Across the country, communities are experiencing low vacancy rates and a shortage of affordable housing. We cannot simply trust that for-profit developers will invest in housing that is affordable to working people. We need to move towards publicly- and cooperatively-owned models of housing for all income-levels.

  • Pass my Homes for All Act to provide an influx of federal housing funding with the goal of jumpstarting the market and produce 8.5 million new units of public housing over the course of 10 years to ensure that no one is denied a healthy home in a livable community
  • Invest $200 billion more in the National Affordable Housing Trust Fund, and expand the Low-Income Housing Tax Credit to ensure a steady and timely addition of affordable rental units
  • Fully fund Section 8 vouchers to help the millions of families languishing on the waitlist of assistance and invest in public housing infrastructure in order to address the outrageous backlog of repair needs​

 

Establish a national renters’ bill of rights

We must do more than simply providing more affordable housing. We must address the power imbalance between renters and landlords. We must empower renters to advocate for their own interests, and protect them against unjust actions by their landlord.

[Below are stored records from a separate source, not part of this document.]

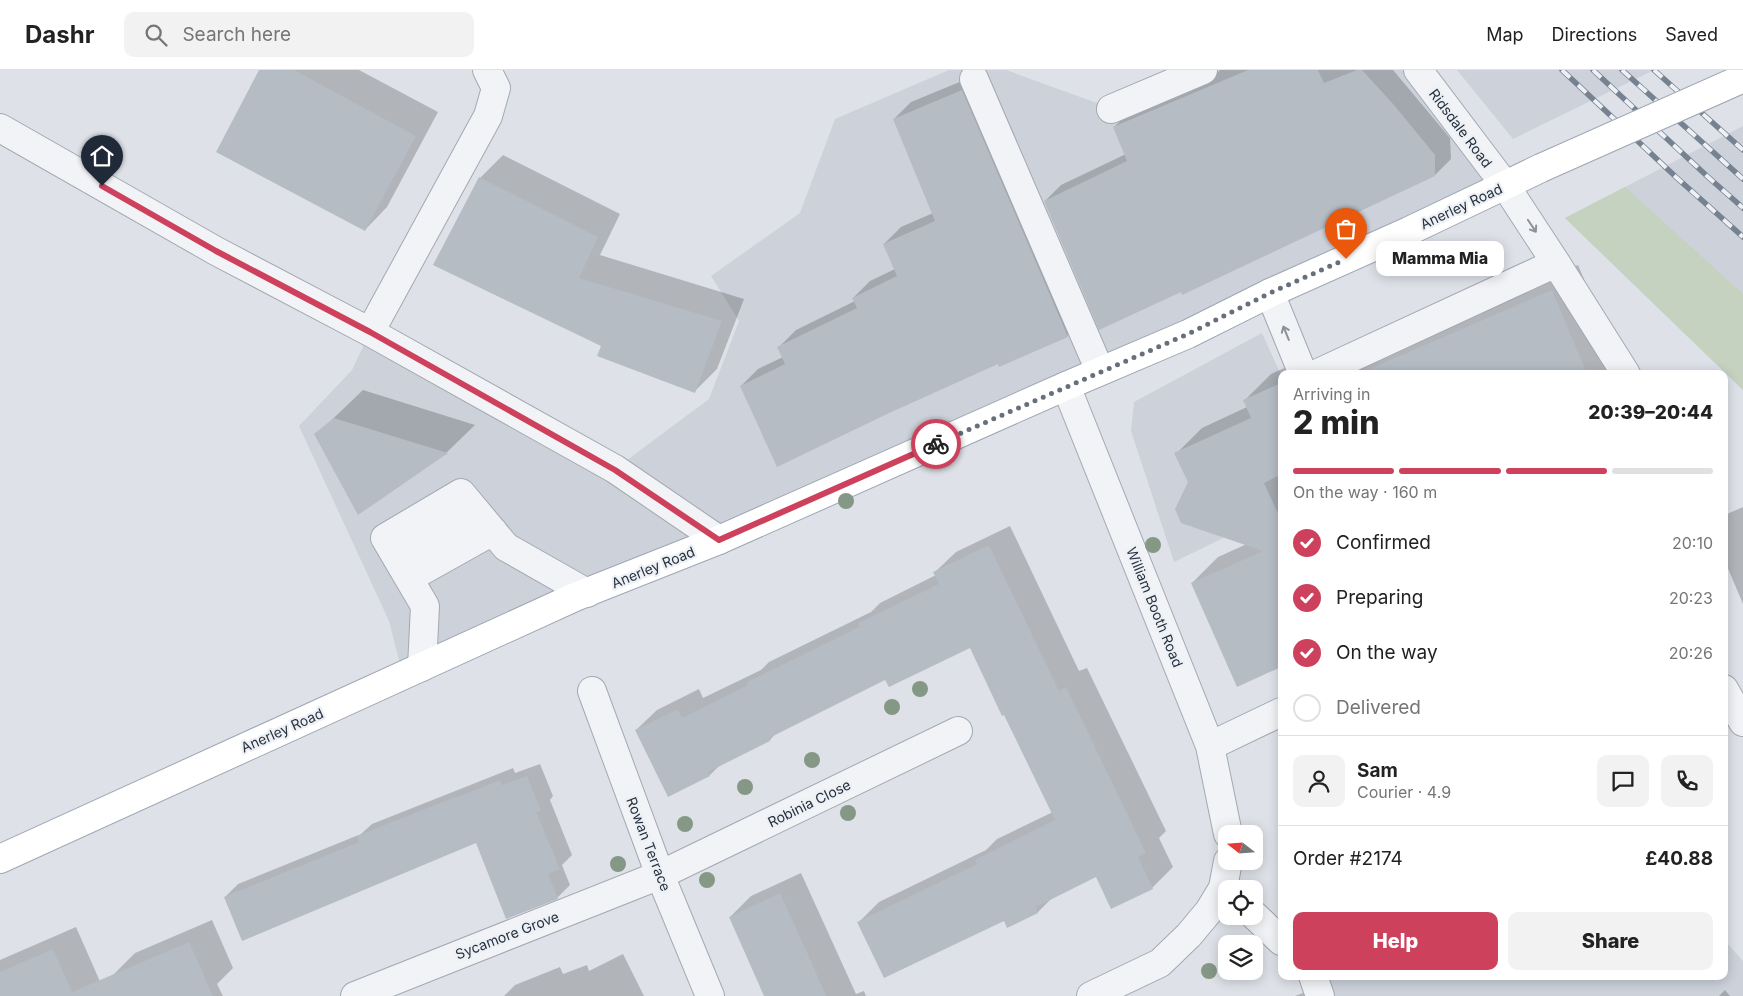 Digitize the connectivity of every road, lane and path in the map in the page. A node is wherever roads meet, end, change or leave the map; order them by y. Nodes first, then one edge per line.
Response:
1 (487, 70) edge
2 (1203, 70) edge
3 (1418, 70) edge
4 (974, 79) dead end
5 (1741, 79) edge
6 (1111, 109) dead end
7 (0, 128) edge
8 (1505, 185) junction
9 (1556, 263) junction
10 (1270, 293) junction
11 (370, 332) junction
12 (1301, 370) edge
13 (1325, 370) edge
14 (1623, 370) edge
15 (1100, 371) junction
16 (1066, 386) junction
17 (484, 521) junction
18 (719, 540) junction
19 (403, 568) junction
20 (587, 593) junction
21 (422, 667) junction
22 (592, 691) dead end
23 (1728, 696) edge
24 (1278, 713) edge
25 (1743, 722) edge
26 (958, 731) dead end
27 (1210, 746) junction
28 (1226, 825) edge
29 (0, 859) edge
30 (660, 875) junction
31 (1218, 899) edge
32 (1263, 924) edge
33 (1278, 937) edge
34 (1314, 980) edge
35 (355, 996) edge
36 (710, 996) edge
37 (1091, 996) edge
38 (1320, 996) edge

1 - 11 street
2 - 6 street
3 - 8 street, Ridsdale Road
4 - 15 street
5 - 8 main road, Anerley Road, bridge
7 - 11 street
8 -> 9 street, Ridsdale Road
8 - 10 main road, Anerley Road
9 - 13 street
9 - 14 street, Ridsdale Road
12 -> 10 street
10 - 15 main road, Anerley Road
11 - 18 street
15 - 16 main road, Anerley Road
16 - 18 main road, Anerley Road
16 - 27 street, William Booth Road
17 - 19 street
17 - 19 street
17 - 20 street
18 - 20 main road, Anerley Road
19 - 21 street
20 - 21 main road, Anerley Road
21 - 29 main road, Anerley Road
22 - 30 street, Rowan Terrace
23 - 25 street
24 - 27 street
26 - 30 street, Robinia Close
27 - 28 street, William Booth Road
30 - 35 street, Sycamore Grove
30 - 36 street, Rowan Terrace
31 - 37 street
32 - 33 street
34 - 38 street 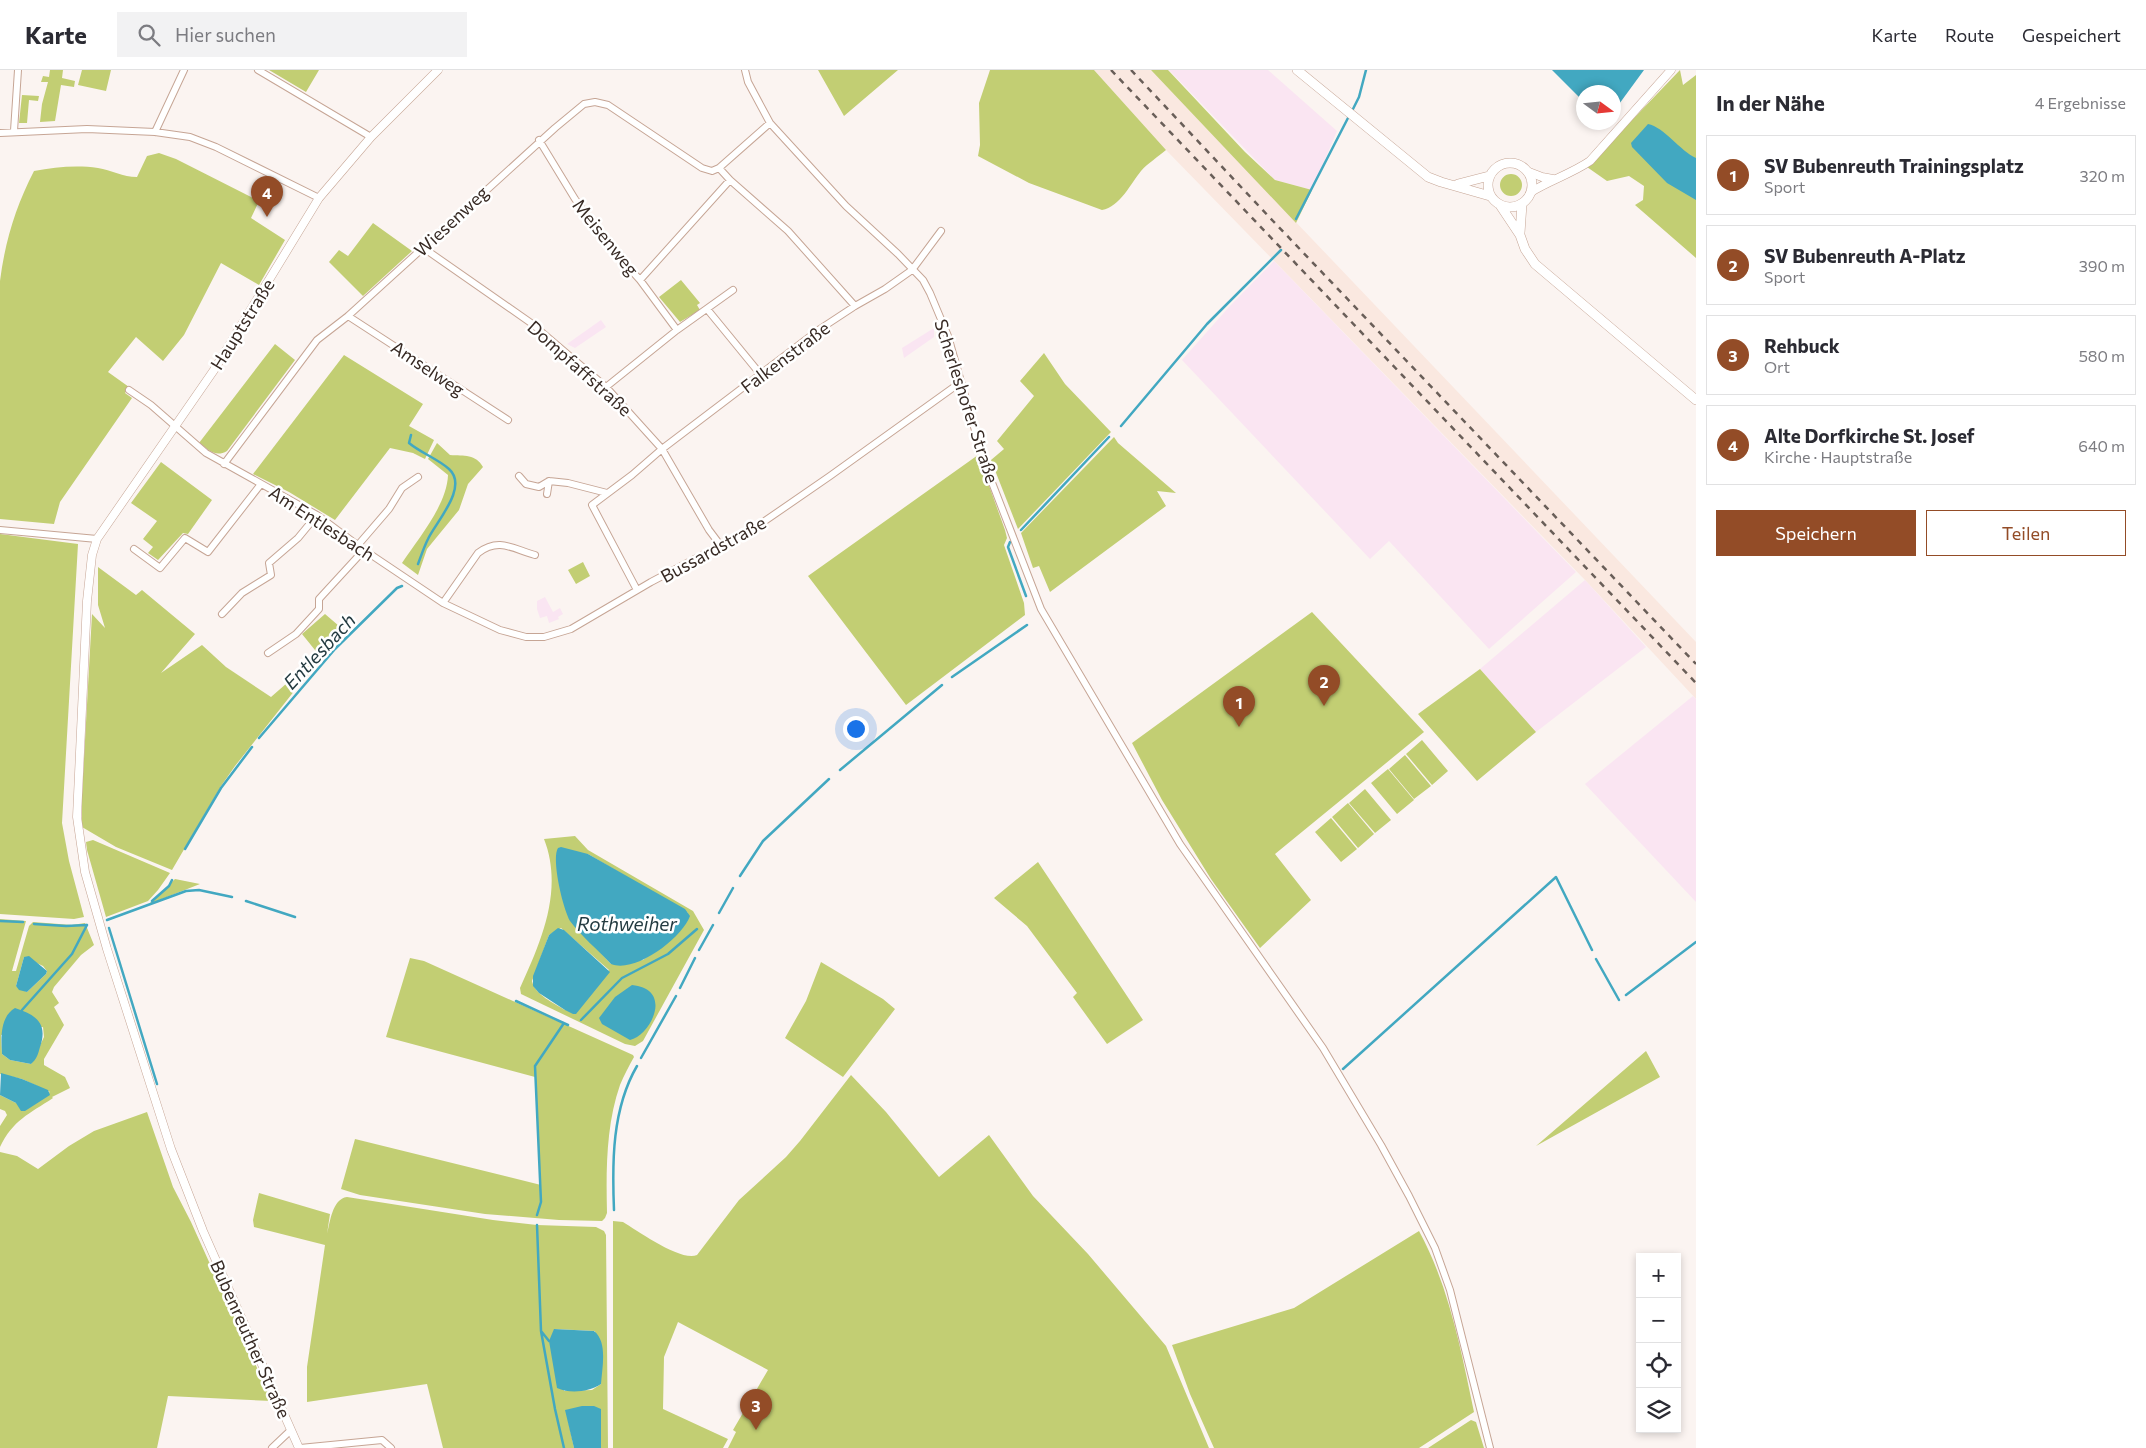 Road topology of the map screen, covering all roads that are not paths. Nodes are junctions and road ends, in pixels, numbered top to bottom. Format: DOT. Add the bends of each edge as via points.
graph roads {
  1 [pos="18,70"];
  2 [pos="184,70"];
  3 [pos="258,70"];
  4 [pos="438,70"];
  5 [pos="745,70"];
  6 [pos="1297,70"];
  7 [pos="1671,70"];
  8 [pos="770,122"];
  9 [pos="14,131"];
  10 [pos="0,132"];
  11 [pos="155,132"];
  12 [pos="371,137"];
  13 [pos="540,140"];
  14 [pos="719,168"];
  15 [pos="1529,172"];
  16 [pos="1489,176"];
  17 [pos="1555,179"];
  18 [pos="730,180"];
  19 [pos="1454,185"];
  20 [pos="1531,192"];
  21 [pos="1490,196"];
  22 [pos="320,198"];
  23 [pos="1522,204"];
  24 [pos="1500,205"];
  25 [pos="941,231"];
  26 [pos="1520,235"];
  27 [pos="422,248"];
  28 [pos="912,270"];
  29 [pos="640,280"];
  30 [pos="734,290"];
  31 [pos="855,306"];
  32 [pos="707,309"];
  33 [pos="348,316"];
  34 [pos="677,330"];
  35 [pos="761,375"];
  36 [pos="961,382"];
  37 [pos="606,387"];
  38 [pos="129,390"];
  39 [pos="1696,400"];
  40 [pos="508,420"];
  41 [pos="176,426"];
  42 [pos="662,449"];
  43 [pos="224,464"];
  44 [pos="520,476"];
  45 [pos="418,477"];
  46 [pos="549,481"];
  47 [pos="261,484"];
  48 [pos="607,493"];
  49 [pos="547,494"];
  50 [pos="317,515"];
  51 [pos="0,530"];
  52 [pos="97,539"];
  53 [pos="358,545"];
  54 [pos="721,546"];
  55 [pos="134,548"];
  56 [pos="364,550"];
  57 [pos="535,556"];
  58 [pos="637,590"];
  59 [pos="442,603"];
  60 [pos="222,614"];
  61 [pos="268,653"];
  62 [pos="107,949"];
  63 [pos="291,1430"];
  64 [pos="272,1448"];
  65 [pos="299,1448"];
  66 [pos="391,1448"];
  67 [pos="1490,1448"];
  1 -- 9 [label="street"];
  2 -- 11 [label="street"];
  3 -- 12 [label="street"];
  4 -- 12 [label="street, Hauptstraße"];
  5 -- 8 [label="street, Scherleshofer Straße"];
  6 -- 19 [label="main road" via="1428,177"];
  7 -- 17 [label="street" via="1590,161 1575,172"];
  8 -- 14 [label="street"];
  8 -- 28 [label="street, Scherleshofer Straße" via="846,206"];
  9 -- 10 [label="street"];
  9 -- 11 [label="street" via="87,129"];
  11 -- 22 [label="street" via="190,137 216,147"];
  12 -- 22 [label="street, Hauptstraße"];
  13 -- 14 [label="street, Wiesenweg" via="584,104 595,102 608,105 702,168 712,171"];
  13 -- 27 [label="street, Wiesenweg"];
  13 -- 29 [label="street, Meisenweg" via="575,200"];
  14 -- 18 [label="street"];
  15 -- 16 [label="main road" via="1518,164 1504,163"];
  15 -- 17 [label="street"];
  15 -- 20 [label="main road" via="1533,185"];
  16 -- 19 [label="main road"];
  16 -- 21 [label="main road"];
  17 -- 20 [label="street"];
  18 -- 29 [label="street"];
  18 -- 31 [label="street" via="788,231"];
  19 -- 21 [label="main road"];
  20 -- 23 [label="main road"];
  21 -- 24 [label="main road"];
  22 -- 41 [label="street, Hauptstraße"];
  23 -- 24 [label="main road"];
  23 -- 26 [label="main road"];
  24 -- 26 [label="main road"];
  25 -- 28 [label="street"];
  26 -- 39 [label="main road" via="1534,264"];
  27 -- 33 [label="street, Wiesenweg"];
  27 -- 37 [label="street, Dompfaffstraße" via="531,323"];
  28 -- 31 [label="street, Falkenstraße"];
  28 -- 36 [label="street, Scherleshofer Straße" via="922,280 940,314"];
  29 -- 34 [label="street, Meisenweg"];
  30 -- 32 [label="street"];
  31 -- 35 [label="street, Falkenstraße"];
  32 -- 34 [label="street"];
  32 -- 35 [label="street"];
  33 -- 40 [label="street, Amselweg"];
  33 -- 43 [label="street, Wiesenweg" via="317,340"];
  34 -- 37 [label="street"];
  35 -- 42 [label="street, Falkenstraße"];
  36 -- 54 [label="street, Bussardstraße" via="769,518"];
  36 -- 67 [label="street, Scherleshofer Straße" via="984,462 1040,610 1180,844 1323,1048 1382,1145 1435,1248 1450,1290"];
  37 -- 42 [label="street, Dompfaffstraße"];
  38 -- 41 [label="street, Am Entlesbach"];
  41 -- 43 [label="street, Am Entlesbach" via="191,442"];
  41 -- 52 [label="street, Hauptstraße"];
  42 -- 48 [label="street, Falkenstraße"];
  42 -- 54 [label="street, Dompfaffstraße"];
  43 -- 47 [label="street, Am Entlesbach"];
  44 -- 46 [label="street" via="526,484 539,487"];
  45 -- 53 [label="street" via="402,488 389,509"];
  46 -- 48 [label="street" via="569,480"];
  46 -- 49 [label="street"];
  47 -- 50 [label="street, Am Entlesbach"];
  47 -- 55 [label="street" via="208,552 186,538 160,568"];
  48 -- 58 [label="street, Falkenstraße" via="592,505"];
  50 -- 53 [label="street, Am Entlesbach"];
  50 -- 60 [label="street" via="298,538 269,563 271,575 242,594"];
  51 -- 52 [label="street"];
  52 -- 62 [label="street, Hauptstraße" via="87,601 77,817 85,872"];
  53 -- 56 [label="street, Am Entlesbach"];
  54 -- 58 [label="street, Bussardstraße"];
  56 -- 59 [label="street, Am Entlesbach"];
  56 -- 61 [label="street" via="319,599 319,610 296,634"];
  57 -- 59 [label="street" via="510,546 496,544 486,547 478,553"];
  58 -- 59 [label="street, Bussardstraße" via="571,629 544,637 526,637 500,630"];
  62 -- 63 [label="street, Bubenreuther Straße" via="171,1149 203,1231"];
  63 -- 64 [label="street"];
  63 -- 65 [label="street, Bubenreuther Straße"];
  65 -- 66 [label="street" via="382,1440"];
} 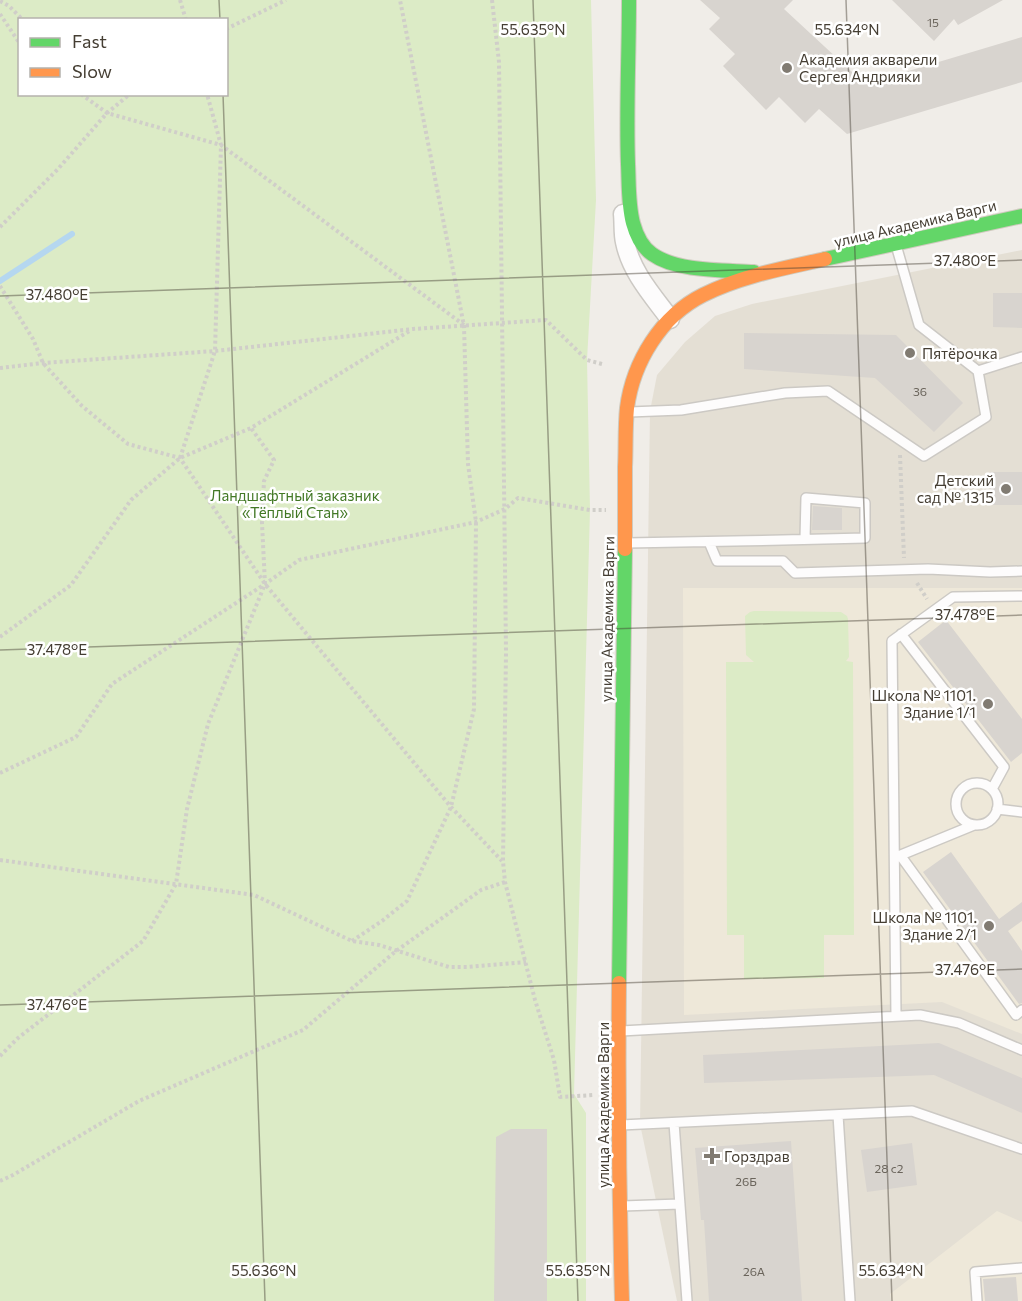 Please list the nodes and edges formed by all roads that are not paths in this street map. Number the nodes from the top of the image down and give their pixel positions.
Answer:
1 (629, 0) edge
2 (628, 162) junction
3 (1022, 216) edge
4 (895, 243) junction
5 (769, 273) junction
6 (670, 319) junction
7 (1022, 357) edge
8 (978, 371) junction
9 (626, 412) junction
10 (805, 539) junction
11 (709, 542) junction
12 (625, 543) junction
13 (1022, 571) edge
14 (1022, 596) edge
15 (901, 634) junction
16 (992, 789) junction
17 (997, 810) junction
18 (1022, 812) edge
19 (974, 825) junction
20 (897, 857) junction
21 (1022, 1010) edge
22 (896, 1016) junction
23 (619, 1031) junction
24 (1022, 1050) edge
25 (838, 1114) junction
26 (674, 1123) junction
27 (618, 1125) junction
28 (1022, 1149) edge
29 (680, 1204) junction
30 (619, 1206) junction
31 (1022, 1269) edge
32 (622, 1301) edge
33 (687, 1301) edge
34 (850, 1301) edge
35 (977, 1301) edge

1 - 2 street
2 - 5 street
2 - 6 street
3 - 4 street, улица Академика Варги
4 - 5 street, улица Академика Варги
4 - 8 lane
5 - 6 street, улица Академика Варги
6 - 9 street, улица Академика Варги
7 - 8 lane
8 - 9 lane
9 - 12 street, улица Академика Варги
10 - 10 lane
10 - 11 lane
11 - 12 lane
11 - 13 lane
12 - 23 street, улица Академика Варги
14 - 15 lane
15 - 16 lane
15 - 20 lane
16 - 17 lane
16 - 19 lane
17 - 18 lane
17 - 19 lane
19 - 20 lane
20 - 21 lane
20 - 22 lane
22 - 23 lane
22 - 24 lane
23 - 27 street, улица Академика Варги
25 - 26 lane
25 - 28 lane
25 - 34 lane
26 - 27 lane
26 - 29 lane
27 - 30 street, улица Академика Варги
29 - 30 lane
29 - 33 lane
30 - 32 street, улица Академика Варги
31 - 35 lane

  • I will work to pass a national renters’ bill of rights, including:
  • Just-cause eviction protection
  • Right of tenants to organize into a union
  • Right to live in safe and healthy conditions
  • Relocation assistance for those displaced
  • Non-discrimination protections for LGBTQIA+, undocumented and formerly incarcerated people to access housing

 

Support homeownership in working class communities

Millions have still not recovered from the foreclosure and eviction crisis created by the Great Recession. We must provide support to working-class homeowners, and help them stay in their homes.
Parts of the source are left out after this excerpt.